Breakdown target $50

Buy JAN 2009 $60 LEAP Call OZH-AL


ATI - Allegheny Tech ** New target, New strike **

Allegheny Technologies Incorporated (ATI) is a diversified specialty metals producer. The Company operates in three segments: High Performance Metals, Flat-Rolled Products and Engineered Products. The High Performance Metals segment produces, converts and distributes a range of high-performance alloys, including nickel and cobalt-based alloys and superalloys, titanium and titanium-based alloys, zirconium, hafnium, niobium, nickel-titanium and their related alloys. The Flat-Rolled Products segment produces, converts and distributes stainless steel, nickel-based alloys, and titanium and titanium-based alloys. The Engineered Products segment produces tungsten powder, tungsten heavy alloys, tungsten carbide materials and carbide cutting tools. ATI products are used in various markets. These markets include aerospace, defense, chemical process industry, oil and gas, electrical energy and medical.

Breakdown target $104.50

Call spread:
BUY JAN-09 $110 LEAP Call OYG-AX


TEX - Terex Corp

Terex Corporation (Terex) is a diversified global manufacturer of capital equipment delivering solutions for the construction, infrastructure, quarry, mining, shipping, transportation, refining and utility industries. The Company operates in five business segments: Terex Construction, Terex Cranes, Terex Aerial Work Platforms, Terex Materials Processing & Mining, and Terex Roadbuilding, Utility Products and Other. The Company's products are manufactured at plants in North America, Europe, Australia, Asia and South America, and are sold primarily through dealers and distributors worldwide. During the year ended December 31, 2005, it acquired Halco Holdings Limited and its affiliates, and Power Legend International Limited and its affiliates.
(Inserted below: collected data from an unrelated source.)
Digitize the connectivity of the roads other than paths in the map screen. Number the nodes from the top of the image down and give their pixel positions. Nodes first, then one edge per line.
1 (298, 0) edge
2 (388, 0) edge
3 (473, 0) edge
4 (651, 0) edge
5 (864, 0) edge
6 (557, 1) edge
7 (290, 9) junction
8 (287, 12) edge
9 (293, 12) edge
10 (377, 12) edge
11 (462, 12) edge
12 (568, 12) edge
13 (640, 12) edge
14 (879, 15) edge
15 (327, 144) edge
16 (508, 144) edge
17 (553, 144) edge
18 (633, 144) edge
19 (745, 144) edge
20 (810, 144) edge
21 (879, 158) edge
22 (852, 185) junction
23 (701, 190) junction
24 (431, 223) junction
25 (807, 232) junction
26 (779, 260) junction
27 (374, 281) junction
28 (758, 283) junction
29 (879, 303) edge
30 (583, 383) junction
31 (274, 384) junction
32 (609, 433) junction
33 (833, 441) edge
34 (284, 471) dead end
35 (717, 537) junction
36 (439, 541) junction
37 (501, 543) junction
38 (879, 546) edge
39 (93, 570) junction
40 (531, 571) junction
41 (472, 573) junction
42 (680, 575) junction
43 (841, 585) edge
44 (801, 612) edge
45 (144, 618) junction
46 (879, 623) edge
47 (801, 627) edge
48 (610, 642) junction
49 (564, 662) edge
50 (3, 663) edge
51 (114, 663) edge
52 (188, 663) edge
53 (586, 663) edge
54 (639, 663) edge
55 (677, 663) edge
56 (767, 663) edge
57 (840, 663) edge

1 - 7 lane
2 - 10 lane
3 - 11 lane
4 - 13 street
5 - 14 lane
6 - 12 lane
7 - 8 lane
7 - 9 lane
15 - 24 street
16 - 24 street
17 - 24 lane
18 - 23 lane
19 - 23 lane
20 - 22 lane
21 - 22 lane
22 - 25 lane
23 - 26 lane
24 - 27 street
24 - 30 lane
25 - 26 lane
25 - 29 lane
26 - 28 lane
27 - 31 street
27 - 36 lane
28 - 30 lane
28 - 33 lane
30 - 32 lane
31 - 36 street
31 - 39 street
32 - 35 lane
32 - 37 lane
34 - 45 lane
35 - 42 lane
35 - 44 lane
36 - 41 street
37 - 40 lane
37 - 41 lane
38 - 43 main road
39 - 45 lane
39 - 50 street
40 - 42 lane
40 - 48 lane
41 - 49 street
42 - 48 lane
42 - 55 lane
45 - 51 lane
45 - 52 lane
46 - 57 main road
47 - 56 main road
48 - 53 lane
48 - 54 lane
It entered into a joint venture with North Hauler Joint Stock Company Limited to produce high-capacity surface mining trucks in China. It has a 50%-ownership interest in Sichuan Changjiang Engineering Crane Co., Ltd.

Breakdown target $66.00

Call spread


TSO - Tesoro ** New target **

We were stopped out of our highly profitable TSO position and now we are looking to get back in with a different strike on the next dip in refiners. Unfortunately there has been no dip.

Company info:

Tesoro Corporation (Tesoro) is an independent petroleum refiner and marketer with two operating segments: refining, which is engaged in refining crude oil and other feedstocks at its six refineries in the western and mid-continental United States and selling refined products in bulk and wholesale markets (refining), and retail, which is engaged in selling motor fuels and convenience products in the retail market through its 460 branded retail stations in 18 states. Through its refining segment, the Company produces refined products, primarily gasoline and gasoline blendstocks, jet fuel, diesel fuel and heavy fuel oils for sale to a variety of commercial customers in the western and mid-continental United States. Tesoro's retail segment distributes motor fuels through a network of retail stations, primarily under the Tesoro and Mirastar brands.